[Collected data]

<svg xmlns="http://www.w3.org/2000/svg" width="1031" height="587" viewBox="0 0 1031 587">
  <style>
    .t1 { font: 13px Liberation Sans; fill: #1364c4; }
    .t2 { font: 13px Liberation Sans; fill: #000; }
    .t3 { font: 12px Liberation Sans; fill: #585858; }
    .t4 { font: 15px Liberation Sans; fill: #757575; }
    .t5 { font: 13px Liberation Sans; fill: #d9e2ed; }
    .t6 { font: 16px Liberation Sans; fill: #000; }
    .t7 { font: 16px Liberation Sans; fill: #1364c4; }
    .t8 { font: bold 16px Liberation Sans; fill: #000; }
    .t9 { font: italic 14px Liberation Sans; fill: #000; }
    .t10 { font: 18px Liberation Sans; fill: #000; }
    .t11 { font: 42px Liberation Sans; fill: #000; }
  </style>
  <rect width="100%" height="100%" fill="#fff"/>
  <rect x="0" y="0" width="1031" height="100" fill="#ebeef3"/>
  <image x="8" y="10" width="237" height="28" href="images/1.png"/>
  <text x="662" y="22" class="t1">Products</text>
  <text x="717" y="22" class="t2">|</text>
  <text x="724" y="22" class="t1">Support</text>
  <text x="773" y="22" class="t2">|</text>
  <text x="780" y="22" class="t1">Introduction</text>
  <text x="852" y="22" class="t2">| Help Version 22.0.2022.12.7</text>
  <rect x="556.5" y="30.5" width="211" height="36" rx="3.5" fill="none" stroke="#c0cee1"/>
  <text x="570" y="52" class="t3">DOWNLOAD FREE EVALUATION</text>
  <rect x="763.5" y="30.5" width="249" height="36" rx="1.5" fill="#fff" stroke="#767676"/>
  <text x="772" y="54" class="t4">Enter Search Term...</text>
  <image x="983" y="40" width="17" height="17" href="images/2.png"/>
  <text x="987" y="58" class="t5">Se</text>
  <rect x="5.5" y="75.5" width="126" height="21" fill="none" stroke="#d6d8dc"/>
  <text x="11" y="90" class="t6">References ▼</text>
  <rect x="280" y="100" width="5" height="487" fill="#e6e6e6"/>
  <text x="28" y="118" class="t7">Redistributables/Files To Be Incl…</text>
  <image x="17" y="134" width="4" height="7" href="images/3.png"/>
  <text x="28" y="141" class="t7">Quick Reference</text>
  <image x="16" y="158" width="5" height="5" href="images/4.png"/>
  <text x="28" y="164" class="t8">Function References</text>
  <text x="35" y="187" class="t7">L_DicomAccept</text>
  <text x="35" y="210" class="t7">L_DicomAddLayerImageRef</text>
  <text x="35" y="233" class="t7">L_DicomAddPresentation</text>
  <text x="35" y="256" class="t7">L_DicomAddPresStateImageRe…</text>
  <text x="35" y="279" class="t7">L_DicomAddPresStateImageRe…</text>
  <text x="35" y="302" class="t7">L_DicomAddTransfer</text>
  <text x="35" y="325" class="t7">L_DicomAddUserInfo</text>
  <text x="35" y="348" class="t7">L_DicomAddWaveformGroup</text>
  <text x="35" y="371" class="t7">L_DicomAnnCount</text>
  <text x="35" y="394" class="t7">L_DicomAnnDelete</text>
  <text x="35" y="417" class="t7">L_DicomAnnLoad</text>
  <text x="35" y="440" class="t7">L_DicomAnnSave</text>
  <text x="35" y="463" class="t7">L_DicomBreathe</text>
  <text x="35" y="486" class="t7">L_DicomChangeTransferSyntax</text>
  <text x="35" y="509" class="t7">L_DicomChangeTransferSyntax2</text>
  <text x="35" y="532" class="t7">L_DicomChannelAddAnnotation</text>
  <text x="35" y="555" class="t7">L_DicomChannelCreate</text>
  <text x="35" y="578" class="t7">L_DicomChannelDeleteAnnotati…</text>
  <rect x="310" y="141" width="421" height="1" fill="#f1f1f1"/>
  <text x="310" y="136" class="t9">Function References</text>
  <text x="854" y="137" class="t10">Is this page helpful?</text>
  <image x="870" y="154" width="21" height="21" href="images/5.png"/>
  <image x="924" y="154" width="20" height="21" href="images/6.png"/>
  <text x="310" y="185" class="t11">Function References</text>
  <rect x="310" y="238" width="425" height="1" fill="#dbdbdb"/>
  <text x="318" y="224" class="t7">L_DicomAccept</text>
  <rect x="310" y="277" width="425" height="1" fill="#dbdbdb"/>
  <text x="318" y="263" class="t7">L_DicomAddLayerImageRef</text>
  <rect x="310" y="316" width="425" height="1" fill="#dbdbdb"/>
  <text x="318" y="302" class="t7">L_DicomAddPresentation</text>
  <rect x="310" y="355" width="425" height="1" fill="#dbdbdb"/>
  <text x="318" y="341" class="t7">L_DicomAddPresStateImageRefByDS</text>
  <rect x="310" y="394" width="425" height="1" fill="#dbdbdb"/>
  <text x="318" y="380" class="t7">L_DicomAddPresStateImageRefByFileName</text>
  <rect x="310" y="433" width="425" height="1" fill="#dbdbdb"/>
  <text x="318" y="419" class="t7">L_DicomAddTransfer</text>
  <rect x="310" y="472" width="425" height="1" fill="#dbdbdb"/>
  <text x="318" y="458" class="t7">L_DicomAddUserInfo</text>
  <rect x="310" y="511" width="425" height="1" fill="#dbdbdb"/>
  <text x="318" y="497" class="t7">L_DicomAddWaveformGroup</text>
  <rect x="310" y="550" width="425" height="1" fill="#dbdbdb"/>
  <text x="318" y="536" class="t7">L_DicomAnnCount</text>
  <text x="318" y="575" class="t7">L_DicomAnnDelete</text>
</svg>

▸ **What to work on**
In the entries above, identify every line with the word "stroke". Copy those lines.

▸ **Your response**
  <rect x="556.5" y="30.5" width="211" height="36" rx="3.5" fill="none" stroke="#c0cee1"/>
  <rect x="763.5" y="30.5" width="249" height="36" rx="1.5" fill="#fff" stroke="#767676"/>
  <rect x="5.5" y="75.5" width="126" height="21" fill="none" stroke="#d6d8dc"/>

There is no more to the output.